Day 9: Juxtaposition

Juxtaposing things is a big deal in art and photography. I can’t imagine an artist talk that doesn’t at some point juxtapose incongruent things: an impoverished person seated in front of a sports or an elderly person holding a newborn infant. So I was surprised that I was having trouble thinking of things to juxtapose. I tried old and new books, and also a large and small spoon.

So the true artsy story today is probably more about what two girls, 30 years apart, were doing whittling spoons in 2014.

spoon carving party

My daughter and I carving spoons.

Here I have juxtaposed my six-year-old and I carving spoons at my friend–and old college room mate’s–party. I love that my friend brought together a bunch of people of all ages to make spoons and then eat a big pot of soup together. I love breaking bread with people and this was a great way to bring creativity into daily life.

This is a big part of what I value about a community: to live life together in a creative way with the people who live near you.
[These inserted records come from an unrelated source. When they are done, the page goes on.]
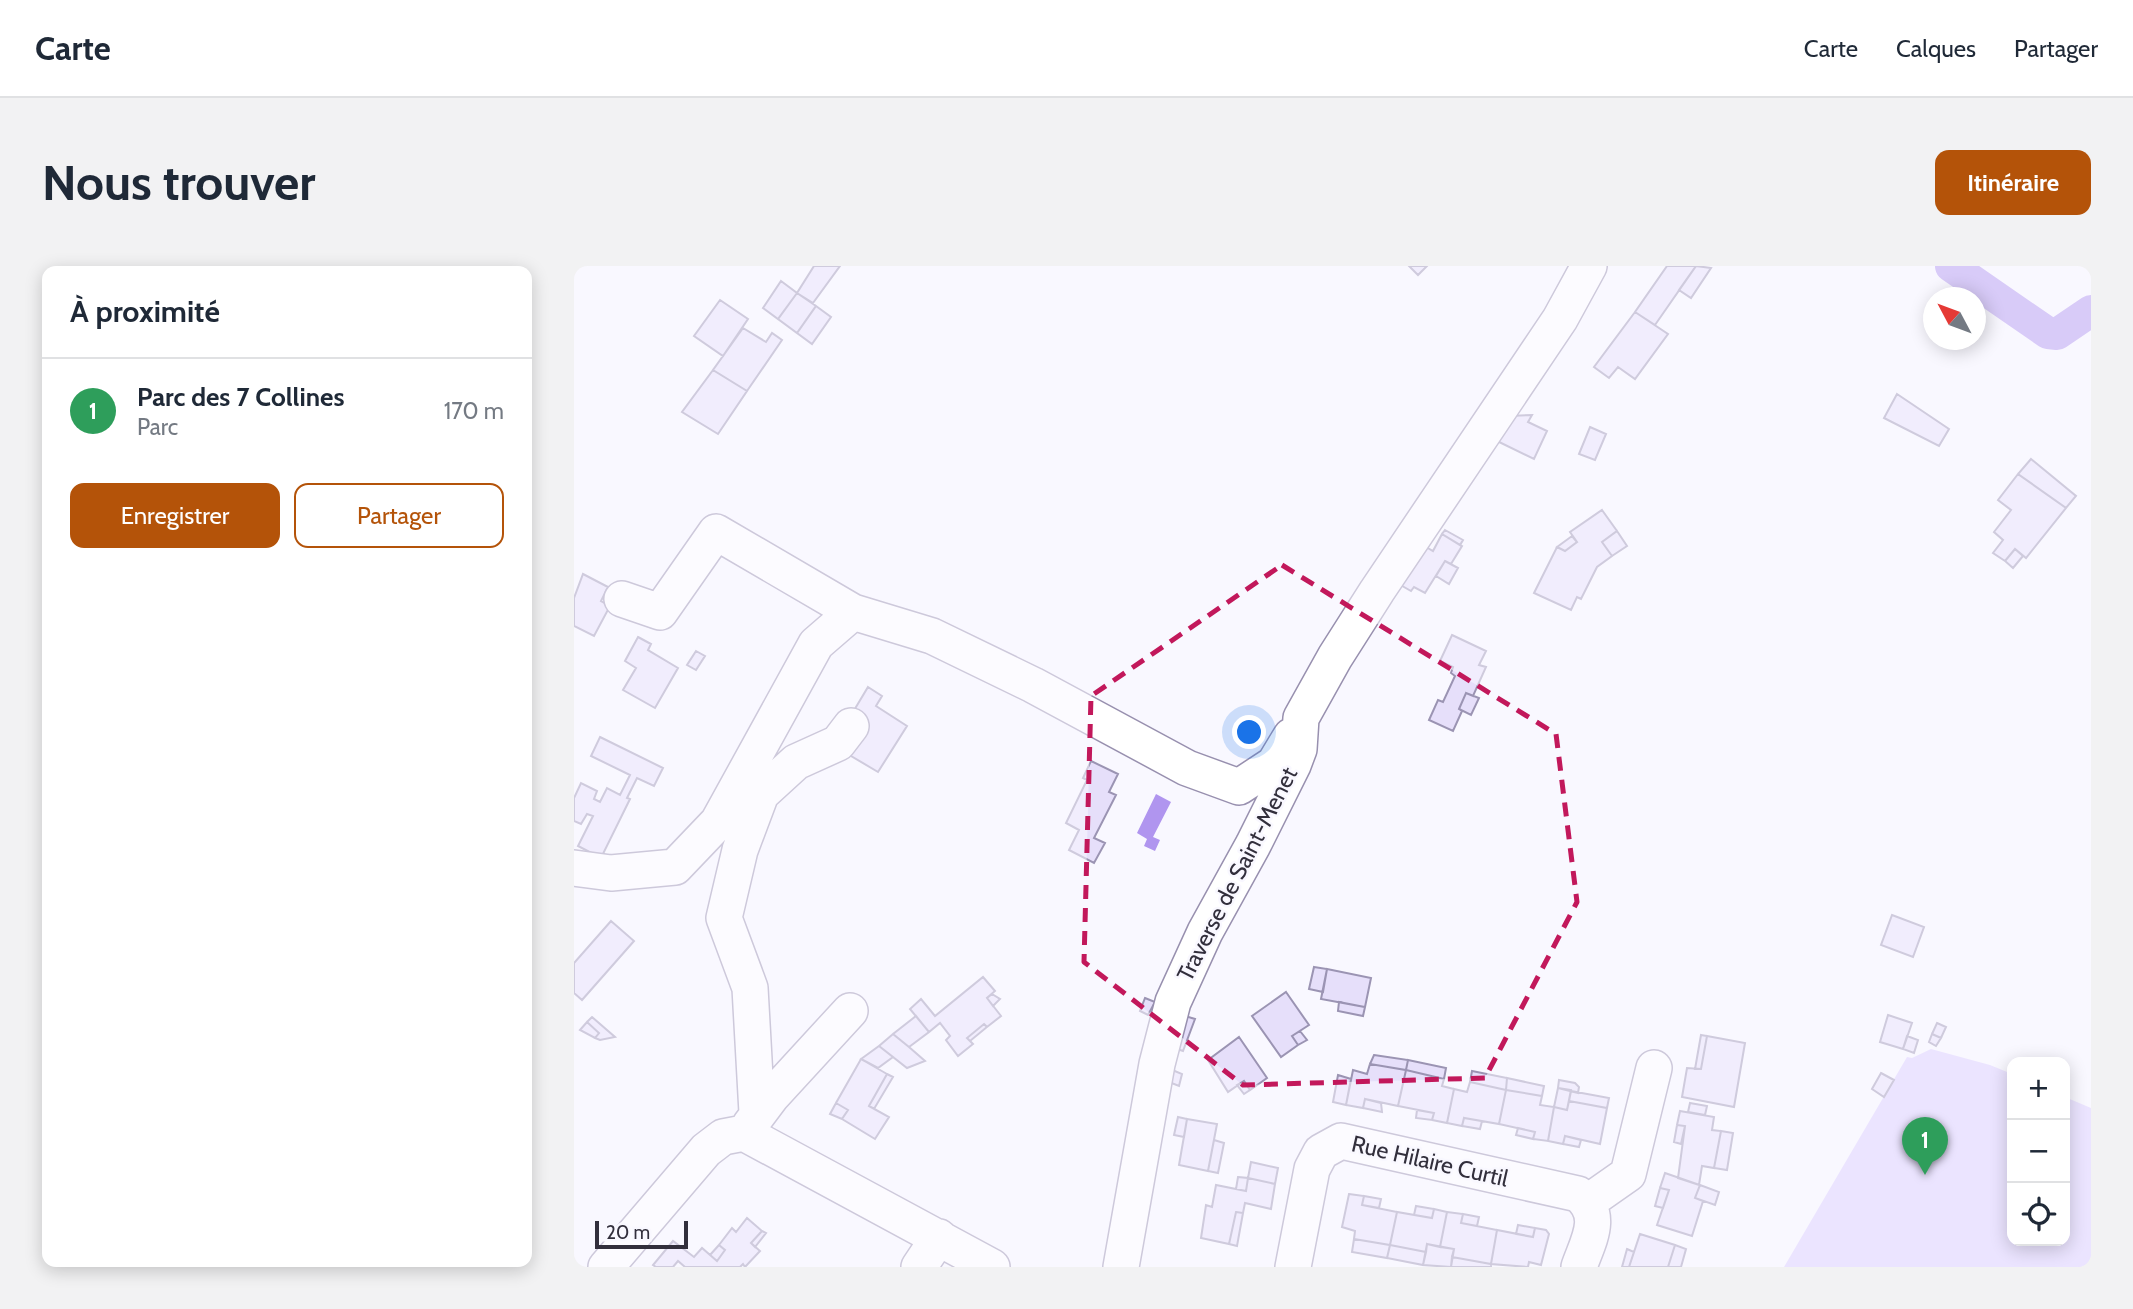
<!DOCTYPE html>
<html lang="fr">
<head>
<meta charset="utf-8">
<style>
	body { margin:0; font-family:Cabin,sans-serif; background:#f2f2f3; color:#1f2937 }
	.controls { position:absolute; right:21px; bottom:21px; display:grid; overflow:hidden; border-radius:14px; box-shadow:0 4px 18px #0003 }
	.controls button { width:63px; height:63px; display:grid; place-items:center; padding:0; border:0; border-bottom:2px solid #e0e1e3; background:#fff; color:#1f2937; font:35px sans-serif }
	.compass { position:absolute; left:1349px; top:21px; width:63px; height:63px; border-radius:50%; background:#fff; box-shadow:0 4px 18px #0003; rotate:311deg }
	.scale { position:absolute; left:21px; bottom:18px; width:93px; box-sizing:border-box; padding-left:7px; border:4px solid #322f3c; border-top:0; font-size:19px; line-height:24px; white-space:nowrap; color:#322f3c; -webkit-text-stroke:5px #f9f8ff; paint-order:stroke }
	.you { position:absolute; left:676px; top:467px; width:24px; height:24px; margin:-18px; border:5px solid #fff; border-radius:50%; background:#1a73e8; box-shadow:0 0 0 10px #1a73e833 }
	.badge { display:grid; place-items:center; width:46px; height:46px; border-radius:50%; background:#b45309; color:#fff; font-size:23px; font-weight:700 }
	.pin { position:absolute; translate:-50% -58px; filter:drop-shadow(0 2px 4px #0008) }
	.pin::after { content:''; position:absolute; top:37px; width:24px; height:21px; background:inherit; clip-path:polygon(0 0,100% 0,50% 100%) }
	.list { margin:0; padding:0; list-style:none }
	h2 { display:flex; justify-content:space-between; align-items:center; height:91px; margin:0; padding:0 28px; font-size:30px }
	h2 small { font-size:23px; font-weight:400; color:#747a83 }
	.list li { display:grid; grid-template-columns:46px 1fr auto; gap:21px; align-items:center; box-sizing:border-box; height:105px; padding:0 28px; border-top:2px solid #e0e1e3 }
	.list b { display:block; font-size:26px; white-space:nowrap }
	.list p { margin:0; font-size:23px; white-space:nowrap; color:#747a83 }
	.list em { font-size:23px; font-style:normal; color:#747a83 }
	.actions { display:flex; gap:14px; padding:21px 28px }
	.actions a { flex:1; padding:16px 0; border:2px solid #b45309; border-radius:14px; text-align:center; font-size:24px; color:#b45309 }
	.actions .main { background:#b45309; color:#fff }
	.icon { flex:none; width:38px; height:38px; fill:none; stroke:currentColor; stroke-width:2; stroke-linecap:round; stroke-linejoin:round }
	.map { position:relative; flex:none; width:1517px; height:1001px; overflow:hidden; border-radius:14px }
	header { display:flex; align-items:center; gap:42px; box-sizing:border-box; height:98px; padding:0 35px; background:#fff; border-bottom:2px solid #e0e1e3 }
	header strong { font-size:33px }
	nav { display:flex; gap:38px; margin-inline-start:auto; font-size:24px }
	.intro { display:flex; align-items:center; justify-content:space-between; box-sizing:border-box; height:168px; padding:0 42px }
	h1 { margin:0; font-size:49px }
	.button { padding:18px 32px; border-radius:14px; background:#b45309; color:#fff; font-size:24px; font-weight:700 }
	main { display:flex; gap:42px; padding:0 42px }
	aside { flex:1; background:#fff; border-radius:14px; box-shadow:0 4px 18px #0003 }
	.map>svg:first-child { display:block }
	.green { fill:#dacdff }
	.water { fill:#b095ef }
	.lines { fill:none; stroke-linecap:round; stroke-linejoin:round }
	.canal { stroke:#b095ef; stroke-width:32 }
	.building { fill:#e6dffa; stroke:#9b94b3; stroke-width:2 }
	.minor-casing { stroke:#9890af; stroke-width:38 }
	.minor { stroke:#fff; stroke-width:35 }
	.marked { fill:none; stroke:#c2185b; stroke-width:5; stroke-dasharray:14 9; stroke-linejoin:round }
	.labels { text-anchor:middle; stroke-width:5; stroke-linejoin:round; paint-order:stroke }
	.street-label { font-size:23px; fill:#322f3c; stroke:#f9f8ff }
</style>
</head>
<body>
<header>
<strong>Carte</strong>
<nav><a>Carte</a><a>Calques</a><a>Partager</a></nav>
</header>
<div class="intro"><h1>Nous trouver</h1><a class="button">Itinéraire</a></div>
<main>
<aside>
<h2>À proximité<small></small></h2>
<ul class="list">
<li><span class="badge" style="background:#2e9e5b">1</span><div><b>Parc des 7 Collines</b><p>Parc</p></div><em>170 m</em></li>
</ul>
<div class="actions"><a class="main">Enregistrer</a><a>Partager</a></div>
</aside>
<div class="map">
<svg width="1517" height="1001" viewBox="0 0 1517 1001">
	<rect width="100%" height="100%" fill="#f9f8ff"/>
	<path class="green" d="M1357 783 1416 799 1438 808V975H1491V831L1517 842V1001H1210L1333 791 1338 792Z"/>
	<path class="water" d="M582 528 597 536 579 571 586 574 581 585 570 580 573 573 563 567Z"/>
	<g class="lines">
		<path class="canal" d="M1377 0 1474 67 1483 68 1517 45"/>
	</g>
	<path class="building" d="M240 0H266L239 37 223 27Z
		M835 0H853L844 9Z
		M1093 0H1122L1081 59 1061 46Z
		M1122 0 1137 2 1117 32 1105 24Z
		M207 15 223 27 204 53 189 42Z
		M223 27 242 40 223 67 204 53Z
		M146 34 174 53 149 90 120 70Z
		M242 40 257 51 238 78 223 67Z
		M1061 46 1094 68 1061 113 1044 101 1035 112 1020 101Z
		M169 62 192 76 198 67 208 74 173 125 139 104Z
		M139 104 173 125 144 168 108 146Z
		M1323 128 1375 163 1365 180 1310 152Z
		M958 149 954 156 973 165 960 193 921 174 935 150Z
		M1016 161 1032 168 1021 194 1005 188Z
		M1457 193 1502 230 1492 242 1444 208Z
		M1444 208 1492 242 1452 292 1441 283 1431 295 1419 287 1429 274 1420 266 1437 244 1424 234Z
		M1028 244 1043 265 1028 276 1038 290 1023 301 1007 333 1003 331 997 344 960 327 983 281 991 285 1003 276 996 266Z
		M871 264 889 274 886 279 868 268Z
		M1043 265 1053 280 1038 290 1028 276Z
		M868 268 888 280 877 298 871 295 851 327 840 321 837 325 823 317 847 278 859 285Z
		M998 270 1003 276 991 285 983 281Z
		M1441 283 1449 290 1439 302 1431 295Z
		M871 295 884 302 875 318 862 310Z
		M9 308 34 321 27 335 36 340 20 370 0 360V332Z
		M878 369 912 385 905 399 912 401 899 430 892 427 885 443 888 445 879 465 855 454 864 434 869 436 881 410 877 407 879 401 866 395Z
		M64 371 77 378 74 384 104 402 81 442 49 424 62 402 51 395Z
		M122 385 131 390 122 404 113 399Z
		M294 421 308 430 302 440 333 460 304 506 272 487 276 451Z
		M892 427 905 432 897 449 885 443Z
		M26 471 89 502 80 520 63 512 53 532 56 533 27 592 4 580 19 550 13 548 7 558 0 555V532L7 517 23 525 20 533 26 536 33 522 46 529 56 509 17 490Z
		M517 495 544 508 535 526 542 529 520 572 531 577 520 597 495 584 505 564 492 557 513 514 509 512Z
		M1318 649 1350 661 1339 691 1307 679Z
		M37 655 60 675 8 734 0 727V697Z
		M740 701 753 703 749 726 735 723Z
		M753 703 797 712 791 741 747 733Z
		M409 711 421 725 413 732 427 750 413 761 410 758 393 772 399 778 384 790 372 774 376 770 366 757 355 766 336 743 347 733 361 750Z
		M712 726 735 759 718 770 724 779 707 791 678 750Z
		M418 728 426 733 419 740 413 732Z
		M571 732 581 736 574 749 566 745Z
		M765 736 791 741 789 750 764 745Z
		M608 749 621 753 609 785 600 782Z
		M1314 749 1338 757 1329 783 1306 776Z
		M342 750 355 766 335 781 319 768Z
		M18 751 41 771 26 774 21 772 25 767 13 756Z
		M13 756 25 767 21 772 6 764Z
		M1363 757 1372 761 1367 772 1358 768Z
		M410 758 413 761 396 775 393 772Z
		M726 765 733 774 724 779 718 770Z
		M319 768 335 781 351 795 333 802 305 780Z
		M1358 768 1367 772 1362 780 1355 776Z
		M1127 769 1133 770 1127 803H1121Z
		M1133 770 1171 777 1160 841 1108 831 1113 802 1127 803Z
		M1333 770 1344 774 1340 787 1329 783Z
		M665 771 693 812 676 824 670 815 654 826 634 794Z
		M305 780 319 791 304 802 287 793Z
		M800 789 834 794 832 804 796 798Z
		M287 793 313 808 295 840 315 851 301 873 268 853 274 844 262 837Z
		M834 794 872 802 870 813 832 804Z
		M796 798 832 804 824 840 791 833 789 842 772 839 779 804 793 808Z
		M596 803 608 808 605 820 595 816Z
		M832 804 870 813 868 820 880 823 873 857 858 854 860 847 824 840Z
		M898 805 933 812 932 824 896 816Z
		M1307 807 1320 814 1310 831 1298 823Z
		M313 808 319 811 300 843 295 840Z
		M764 809 777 813 772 839 759 836Z
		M933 812 970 820 968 830 932 824Z
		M985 814 1001 817 1005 821 1004 827 984 822Z
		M670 815 676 824 670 828 663 819Z
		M896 816 932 824 925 858 890 852 888 860 873 857 880 823 893 826Z
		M984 822 997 824 993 844 980 841Z
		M932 824 968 830 966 839 980 841 974 875 959 873 961 866 925 858Z
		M997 825 1035 832 1033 842 995 835Z
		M791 833 807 837 808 846 789 842Z
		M995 835 1033 842 1026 878 991 870 989 878 974 875 980 841 993 844Z
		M262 837 274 844 268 853 256 848Z
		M1116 837 1133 840 1131 849 1114 846Z
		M843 844 860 847 858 854 842 852Z
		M1106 845 1140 851 1138 864 1147 865 1140 902 1128 900 1125 919 1104 912 1111 860 1103 859Z
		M604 851 613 853 610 871 600 869Z
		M890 852 908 855 906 863 888 860Z
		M613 853 643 858 634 905 605 899Z
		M1103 859 1111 860 1107 878 1100 876Z
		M944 862 961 866 959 873 942 869Z
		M1147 865 1159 867 1153 904 1140 902Z
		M991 870 1007 874 1005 881 989 878Z
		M640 874 650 877 644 907 634 905Z
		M677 896 704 902 701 918 674 912Z
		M1091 907 1126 919 1121 932 1129 935 1118 970 1083 959 1095 924 1086 922Z
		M664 911 674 912 672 925 662 923Z
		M674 912 701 918 697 943 671 937 669 947 662 946 655 978 627 972 632 939 638 941 642 919 672 925Z
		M1126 919 1145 926 1141 939 1121 932Z
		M1086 922 1095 924 1089 942 1081 940Z
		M775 928 790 930 788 939 823 946 816 979 780 973 781 965 768 961Z
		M790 930 807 933 805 942 788 939Z
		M842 940 860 943 858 952 840 949Z
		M860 943 873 946 866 981 853 978 852 986 816 979 823 946 858 952Z
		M662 946 669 947 663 980 655 978Z
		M873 946 889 948 887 957 923 964 917 998 878 991 880 983 866 981Z
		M889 948 905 951 903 960 887 957Z
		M173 952 188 965 177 977 186 985 171 1001 169 998 166 1001H111L104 995 99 1001H82L79 999 99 975 120 991 128 982 143 995 151 984 145 979 158 962 162 966Z
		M944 959 961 962 959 971 942 968Z
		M961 962 972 964 975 968 967 999 955 996 954 1001 917 998 923 964 959 971Z
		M188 965 192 967 181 981 177 977Z
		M1066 968 1101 979 1094 1001H1055Z
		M780 973 816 979 813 992 778 986Z
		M853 978 880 983 877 1001 849 999Z
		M145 979 151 984 143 995 136 989Z
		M816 979 852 986 849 999 813 992Z
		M1101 979 1112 983 1107 1001H1094Z
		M1053 983 1060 986 1055 1001H1048Z
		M878 991 917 998V1001H877Z"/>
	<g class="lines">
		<defs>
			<path id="minor" d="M48 333 86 346 142 266 279 346
				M0 602 37 607 101 601 144 556 242 378 279 346 358 370 459 419 613 502 665 521 700 498 717 470
				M183 847 176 722 150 652 166 584 187 528 222 496 264 477 277 460
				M176 859 197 831 276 745
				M1014 936 1054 908 1080 802
				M32 1001 132 884 149 871 170 867 418 1001
				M345 1001 365 971
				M547 1001 583 798 599 736 631 666 679 579 719 499 725 483 727 452 761 391 803 325 986 53 1015 0
				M719 1001 738 903 747 886 767 875 1004 928C1031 949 1014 975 1005 1001"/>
		</defs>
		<use href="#minor" class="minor-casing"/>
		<use href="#minor" class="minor"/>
	</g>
	<path d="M0 0H1517V1001H0ZM708 299 982 468 1003 636 911 812 669 819 510 696 517 430Z" fill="#f9f8ff" fill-opacity=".55" fill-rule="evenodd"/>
	<path class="marked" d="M708 299 982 468 1003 636 911 812 669 819 510 696 517 430Z"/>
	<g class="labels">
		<g class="street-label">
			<text transform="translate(663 608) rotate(-63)" y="8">Traverse de Saint-Menet</text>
			<text transform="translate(856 895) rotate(13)" y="8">Rue Hilaire Curtil</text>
		</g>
	</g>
</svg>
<div class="controls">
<button>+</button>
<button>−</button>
<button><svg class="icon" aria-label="locate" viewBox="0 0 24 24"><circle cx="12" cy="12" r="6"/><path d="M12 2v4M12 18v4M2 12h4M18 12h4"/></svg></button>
</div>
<svg class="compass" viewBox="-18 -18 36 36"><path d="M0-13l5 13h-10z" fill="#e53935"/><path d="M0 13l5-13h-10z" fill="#747a83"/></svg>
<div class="scale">20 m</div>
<div class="you"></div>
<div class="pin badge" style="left:1351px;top:909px;background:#2e9e5b">1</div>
</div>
</main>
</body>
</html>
My friend has been living this way for years, although not always easy, she is breaking down barriers and walls in her neighbourhood. Living as much as possible without a car. Bringing about life-giving change.

I hope that our family can also start inviting more people near us into our creative lifestyle. For me, that is integrated with enjoying nature together, and just maybe hosting a carving party (or not, I don’t think I’d like cleaning up after that, but maybe a painting party).

In conclusion, I offer up this modern blog chronicle in juxtaposition to the ancient nature of gathering with neighbours to carve spoons and eat from a communal cauldron.

Angle

Angular shadow of soccer net and playground

Day 7: Angle, as measured at the schoolyard.

I love the way the soccer net and its shadow play with angle! And the way the two photos I took on Day 7 for the art element, angle, play together. The composition between the shadow and the chain in the other photo worked out well.

Shadow

shadow of plants and blinds

Shadows at home.

Shadows: what an unusual sight in British Columbia in winter. Perhaps this daily photo challenge is a good way for me to notice how many sunny days we are actually having, to bolster me for the current forecast (rain until February 20). I liked the beautiful morning sunshine in our living room, and this untouched photo of the shadow of a few jugs and dried plants on our piano.

Noticing: that is what this series is all about for me. I have a very busy life right now. I work full time in a somewhat demanding job. I’m a mom to two young children and a wife. It is not always easy to find time for art and creativity, but it is one of my key values. I love being able to have this little key word to look for each day to “notice” life; to experience it.

If I was a high school art teacher, I think I’d make this one of the assignments.

Line

barrel staves leaning on Fort Langley palisade

Walking into work, this line of barrel staves caught my eye.

The challenge on Day 4 was to photograph the element of line. As I walked into work on a beautiful sunny morning, I noticed the line of barrel staves leaning against the palisade.

The palisade itself is such a symbolic line in the course of Fort Langley and BC’s history: it is a line of logs standing to mark a line, by definition, to communicate property between past cultures. Today, it stands and is maintained because of the significance of British Columbia’s proclamation which occurred within its enclosure in 1858.